Commonly Asked Advising Questions:

  1. How do I find out who my Academic Advisor is?
    After logging into Webster, Academic Advisors are listed in the “Other” tab.  If you do not see an advisor assigned, please contact your major department. 
  2. When should I see my advisor?
    Anytime!  The most common time for students to consult with their advisor is during early registration.  It is the student’s responsibility to schedule an appointment with his or her advisor.  Be sure to schedule an appointment with an advisor early since many students will be doing the same thing and you may benefit from an early or multiple appointments depending on how much time is needed here.
  3. How do I make an appointment to see my advisor?
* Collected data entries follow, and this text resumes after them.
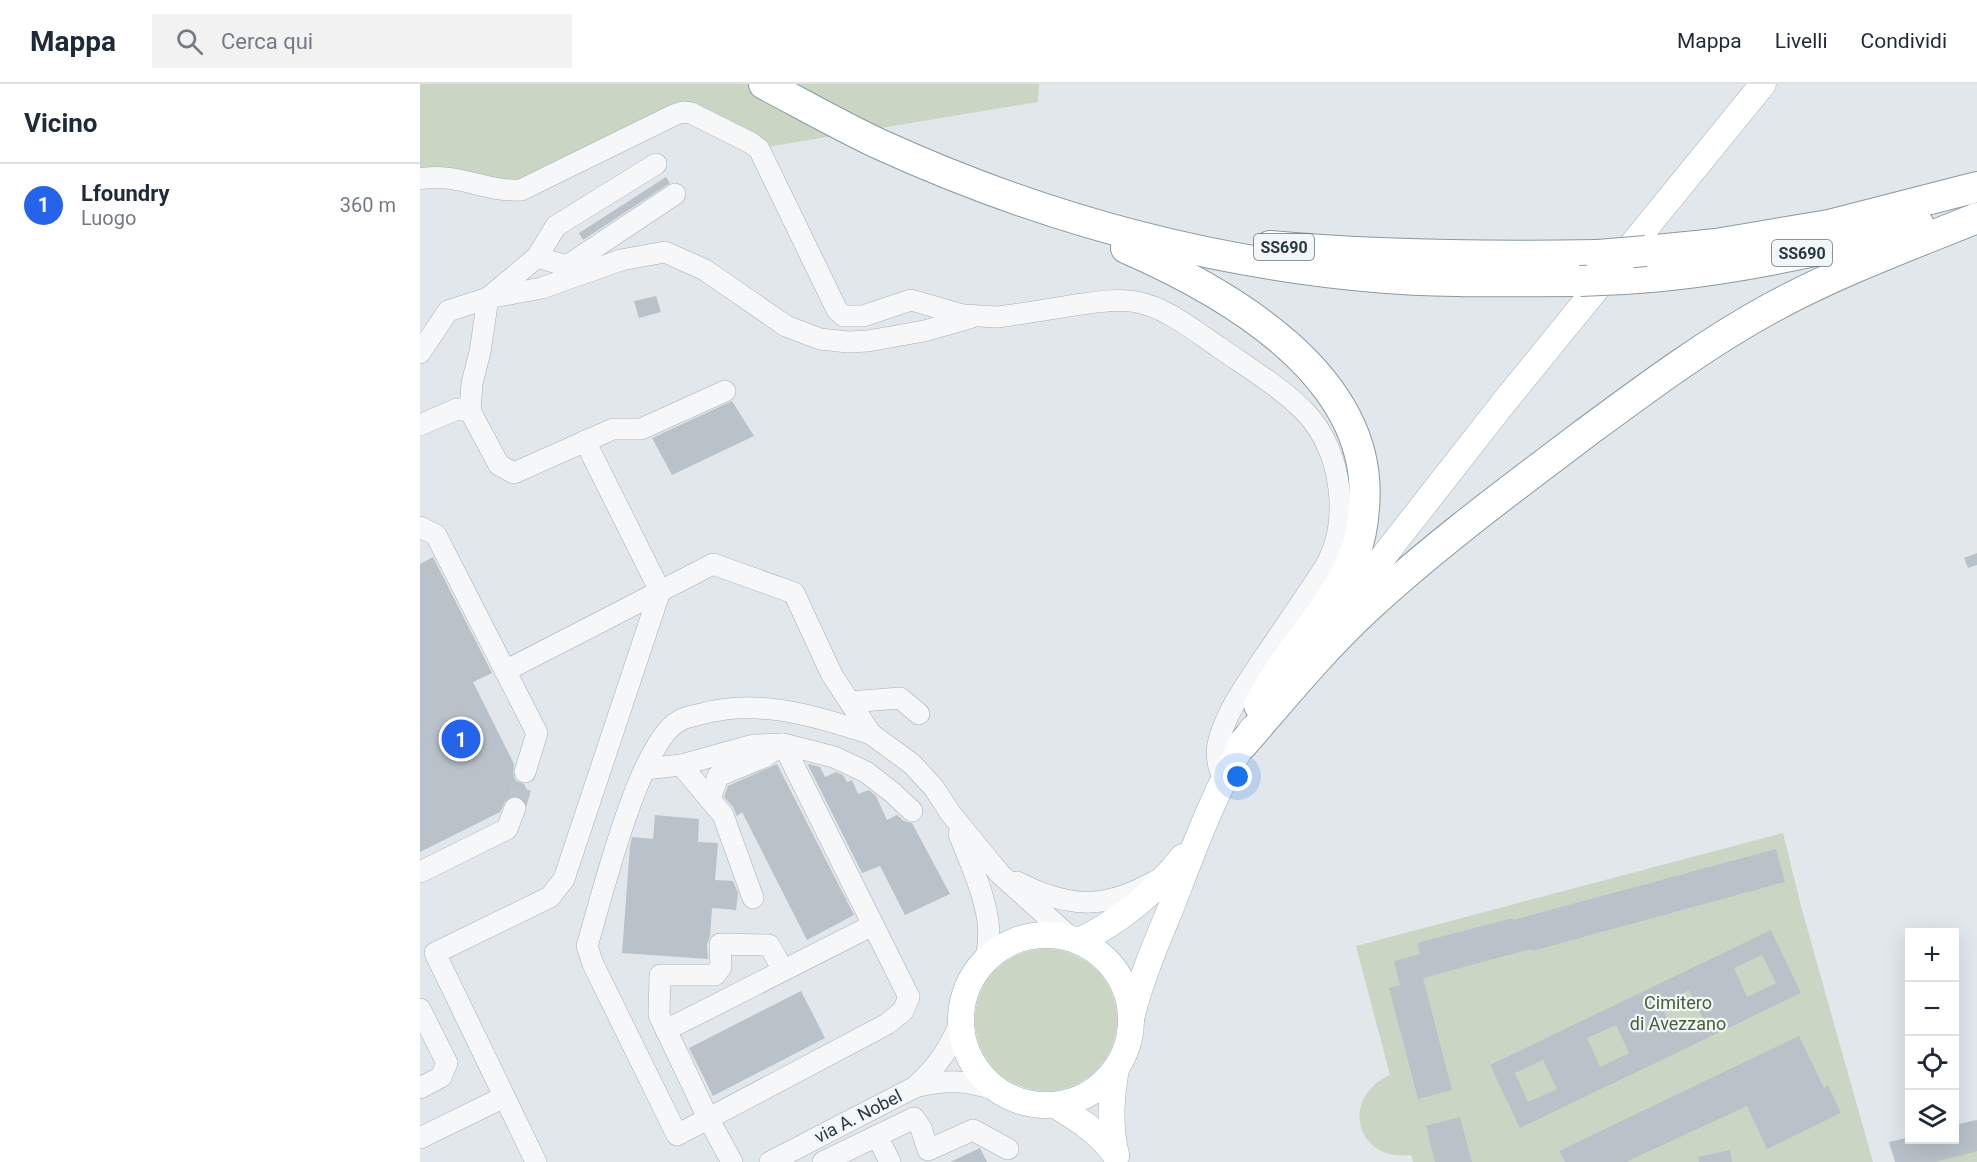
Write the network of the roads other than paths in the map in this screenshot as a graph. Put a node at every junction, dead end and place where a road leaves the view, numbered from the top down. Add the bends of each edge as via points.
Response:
1 (764, 84) edge
2 (1763, 84) edge
3 (656, 164) dead end
4 (420, 179) edge
5 (977, 185) junction
6 (1977, 185) edge
7 (675, 194) dead end
8 (1977, 209) edge
9 (1977, 218) edge
10 (537, 257) junction
11 (488, 298) junction
12 (973, 317) junction
13 (420, 353) edge
14 (725, 391) dead end
15 (470, 411) junction
16 (420, 424) edge
17 (585, 441) junction
18 (425, 535) edge
19 (660, 591) junction
20 (505, 671) junction
21 (850, 702) junction
22 (919, 714) dead end
23 (871, 734) junction
24 (783, 744) junction
25 (1242, 745) junction
26 (681, 765) junction
27 (645, 769) junction
28 (525, 772) tunnel mouth
29 (1224, 780) junction
30 (710, 799) junction
31 (515, 807) tunnel mouth
32 (912, 812) dead end
33 (951, 814) junction
34 (1198, 835) junction
35 (990, 863) junction
36 (1173, 869) junction
37 (420, 872) edge
38 (753, 898) dead end
39 (873, 925) junction
40 (1075, 940) junction
41 (428, 957) edge
42 (986, 960) junction
43 (783, 970) junction
44 (420, 1009) edge
45 (1131, 1019) junction
46 (961, 1021) junction
47 (666, 1030) junction
48 (1116, 1068) junction
49 (915, 1087) junction
50 (420, 1088) edge
51 (998, 1090) junction
52 (504, 1097) junction
53 (1055, 1105) junction
54 (708, 1118) junction
55 (877, 1136) junction
56 (420, 1138) edge
57 (1008, 1149) dead end
58 (797, 1156) edge
59 (1117, 1158) edge
60 (536, 1162) edge
61 (732, 1162) edge
62 (770, 1162) edge
63 (823, 1162) edge
64 (890, 1162) edge

1 - 5 highway, SS690 via 877,143
2 - 25 main road via 1449,472 1287,679
3 - 10 street via 556,226
4 - 12 street via 457,179 494,190 521,190 674,115 691,113 759,149 840,314 863,316 910,300
5 - 6 highway, SS690, bridge via 1136,226 1205,239 1394,254 1491,257 1598,255 1716,244 1829,225
5 - 8 highway, SS690, bridge via 1132,236 1256,261 1377,277 1459,282 1672,275 1776,259
5 - 25 highway via 1144,256 1213,291 1263,326 1310,367 1330,390 1349,422 1361,456 1365,486 1355,554 1337,590 1266,692
7 - 10 street via 567,266
9 - 25 highway via 1826,280 1712,343 1651,384 1502,496 1366,609
10 - 11 street
11 - 12 street via 542,288 621,260 665,252 705,270 786,326 819,339 868,341
11 - 13 street via 448,310
11 - 15 street
12 - 29 street via 1112,301 1148,305 1204,337 1293,401 1320,432 1339,487 1337,538 1325,567 1230,713 1217,751
14 - 17 street via 641,429 613,429
15 - 16 street via 457,409
15 - 17 street via 499,465 514,473
17 - 19 street
18 - 20 street
19 - 20 street
19 - 21 street via 713,564 794,593 832,675
19 - 41 street via 564,879 550,897
20 - 28 street via 537,733
21 - 22 street via 900,698
21 - 23 street
23 - 27 street via 779,709 711,712 679,721 662,736
23 - 33 street via 912,764
24 - 26 street via 753,745
24 - 30 street via 764,757 718,776
24 - 32 street via 834,757 866,772
24 - 39 street
25 - 29 main road
26 - 27 street
26 - 30 street
27 - 54 street via 626,812 587,946 677,1135
29 - 34 main road
30 - 38 street via 723,815
31 - 37 street via 507,829
33 - 35 street
33 - 42 street via 984,903 989,924
34 - 36 main road
34 - 45 main road via 1145,969
35 - 36 street via 1041,893 1084,903 1131,893
35 - 40 street
36 - 40 main road via 1134,909 1102,931
39 - 43 street
39 - 54 street via 909,997 903,1011 887,1024
40 - 42 main road via 1049,934 1026,937 1004,945
40 - 45 main road via 1100,954 1117,972 1127,994
41 - 52 street
42 - 46 main road via 972,978
43 - 47 street
43 - 47 street via 769,945 720,944 721,967 715,975 660,975 659,1015
44 - 50 street via 447,1063 441,1077
45 - 48 main road via 1128,1045
46 - 49 street via 941,1061
46 - 51 main road via 971,1060
47 - 54 street
48 - 53 main road via 1100,1086 1079,1099
48 - 59 main road via 1111,1104
49 - 51 street via 964,1081
49 - 58 street, via A. Nobel
51 - 53 main road via 1016,1100
52 - 56 street
52 - 60 street
53 - 59 main road via 1096,1133
54 - 61 street
55 - 57 street via 914,1118 928,1150 973,1130
55 - 63 street
55 - 64 street
58 - 62 street, via A. Nobel

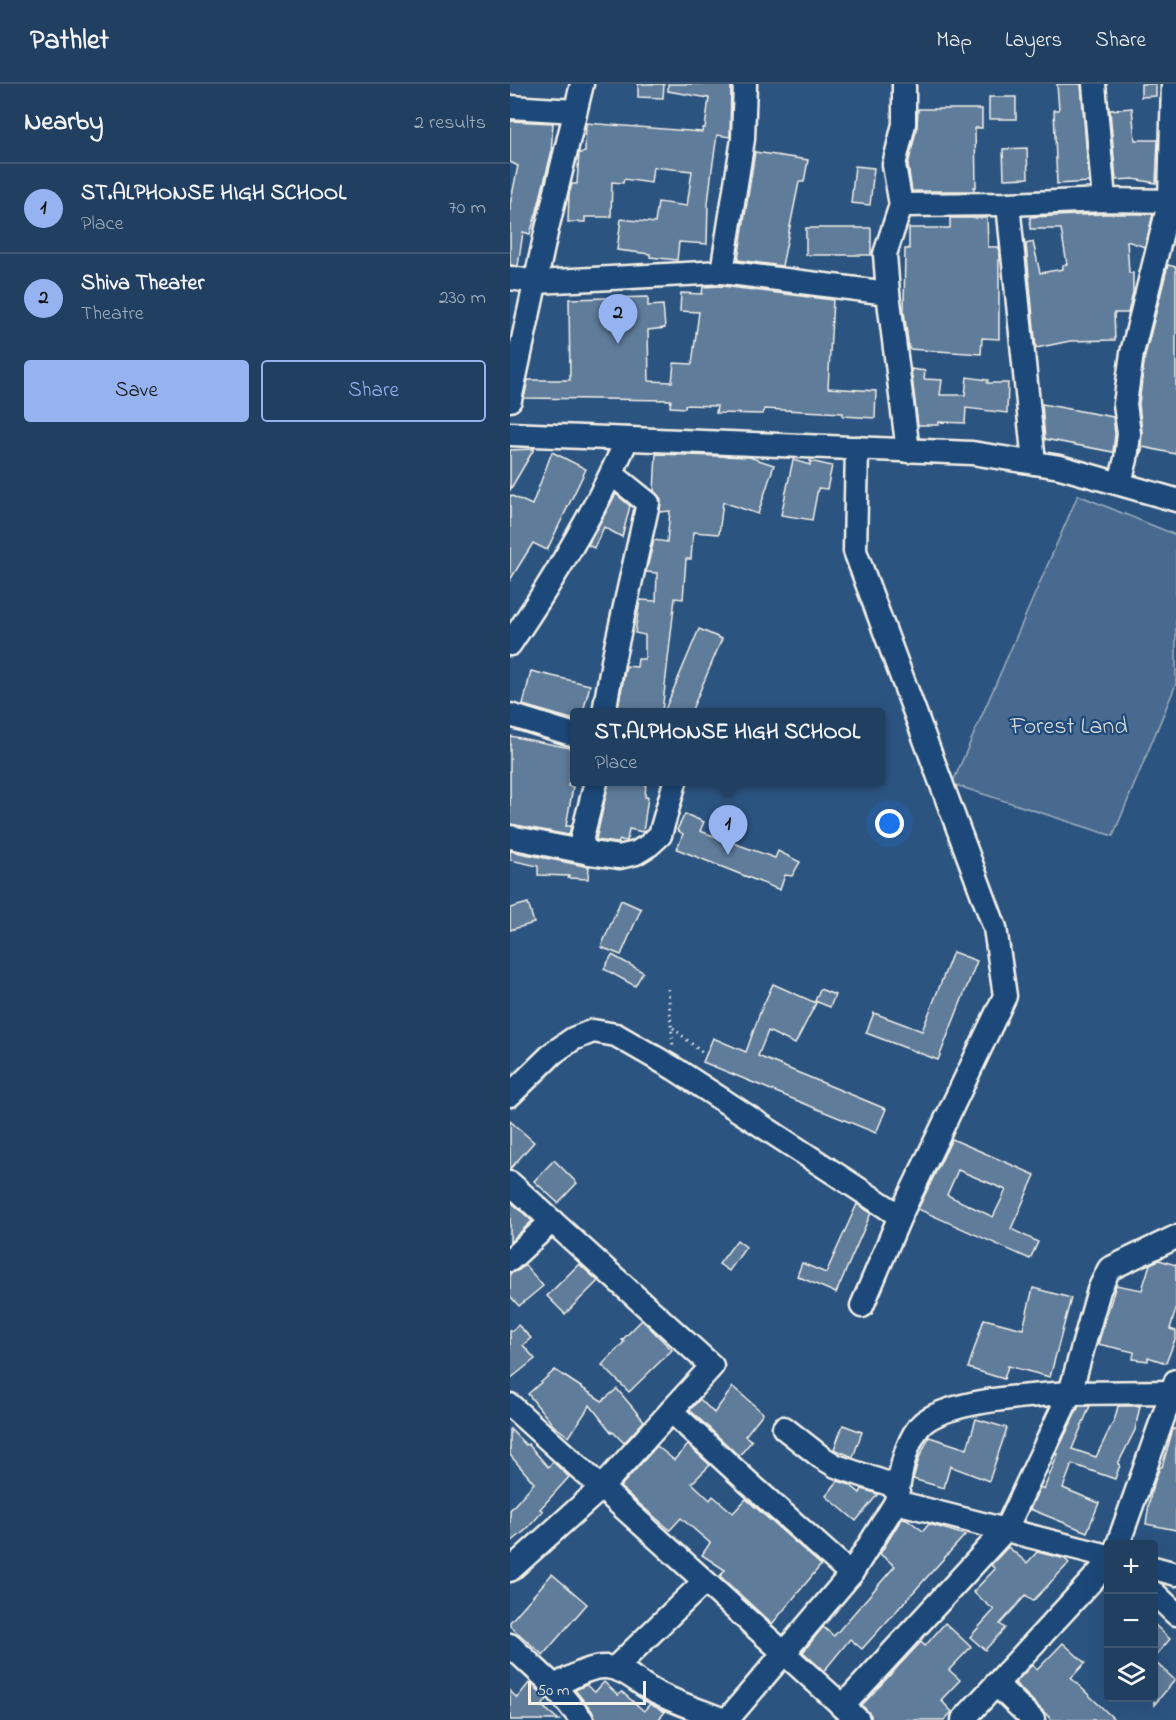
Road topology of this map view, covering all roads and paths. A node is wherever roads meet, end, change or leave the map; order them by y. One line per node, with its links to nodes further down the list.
1 (582, 84): 7 (street)
2 (745, 84): 12 (street)
3 (904, 84): 11 (street)
4 (1094, 84): 8 (street)
5 (1173, 84): 9 (street)
6 (510, 107): 7 (street)
7 (575, 111): 14 (street)
8 (1104, 200): 9 (street); 10 (street)
9 (1173, 200): 23 (street)
10 (1008, 204): 11 (street); 21 (street)
11 (900, 205): 15 (street)
12 (722, 272): 14 (street); 15 (street)
13 (510, 278): 14 (street)
14 (537, 282): 16 (street)
15 (888, 293): 20 (street)
16 (510, 400)
17 (510, 434): 18 (street)
18 (627, 439): 19 (street); 22 (street)
19 (857, 448): 20 (street); 39 (street)
20 (908, 451): 21 (street)
21 (1034, 463): 23 (street)
22 (612, 474): 25 (street); 26 (street)
23 (1120, 483): 24 (street)
24 (1176, 500)
25 (510, 644)
26 (605, 708)
27 (510, 715): 28 (street)
28 (570, 733)
29 (595, 786): 32 (street)
30 (674, 786): 32 (street)
31 (510, 837): 32 (street)
32 (590, 853)
33 (668, 989): 34 (path)
34 (672, 1027): 35 (path); 36 (path)
35 (705, 1055)
36 (675, 1069): 37 (street); 39 (street)
37 (510, 1095)
38 (510, 1183): 40 (street)
39 (900, 1216): 43 (street)
40 (552, 1221): 42 (street); 47 (street)
41 (1176, 1237): 45 (street)
42 (510, 1260)
43 (862, 1306)
44 (1175, 1388): 45 (street); 52 (street)
45 (1070, 1393): 50 (street); 51 (street)
46 (510, 1405): 49 (street)
47 (671, 1411): 49 (street); 57 (street)
48 (784, 1428): 50 (street)
49 (601, 1488): 56 (street); 59 (street)
50 (897, 1494): 51 (street); 57 (street)
51 (1006, 1529): 53 (street); 67 (street)
52 (1120, 1540)
53 (1104, 1555)
54 (1104, 1567): 65 (street)
55 (1158, 1569): 58 (street)
56 (510, 1570)
57 (850, 1574): 63 (street)
58 (1176, 1574)
59 (704, 1582): 63 (street); 64 (street)
60 (1155, 1594): 61 (street)
61 (1176, 1614)
62 (510, 1645): 66 (street)
63 (784, 1654): 67 (street); 69 (street)
64 (615, 1668): 66 (street); 69 (street)
65 (996, 1684): 70 (street); 71 (street)
66 (554, 1686): 68 (street)
67 (850, 1713)
68 (582, 1720)
69 (725, 1720)
70 (963, 1720)
71 (1033, 1720)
    Call your advisor, stop by his/her office or e-mail them.  On the main Bradley University page is a directory link that allows you to search for on-campus professionals by their first and or last names.  It may be best to reach an advisor during their scheduled office hours which are likely posted outside of their office.  Otherwise, visit or contact the Major Department to determine your advisor’s office hours.
  4. What should I bring to my advising appointment?
    • A tentative schedule of classes for the following semester
    • Your degree audit/DARS
    • Short and long-term questions about your major, internships and career beyond Bradley
    • Questions about transferring courses from a community college if need be.
  5. What should I expect from my advisor?
    • Awareness of course options
    • Information about university policies and procedures
    • Knowledge of future employment or graduate school opportunities
    • To serve as a resource for other concerns
  6. What should I NOT expect from my advisor?
    • Telling you what is a “good or easy” class.  Your advisor may have an opinion of what is a “good class,” but each student’s skills and interests are too different to determine what “good or easy” means for an individual student. 
    • Making decisions for you.  Advisor scan educate you on options, but you need to make the final decision.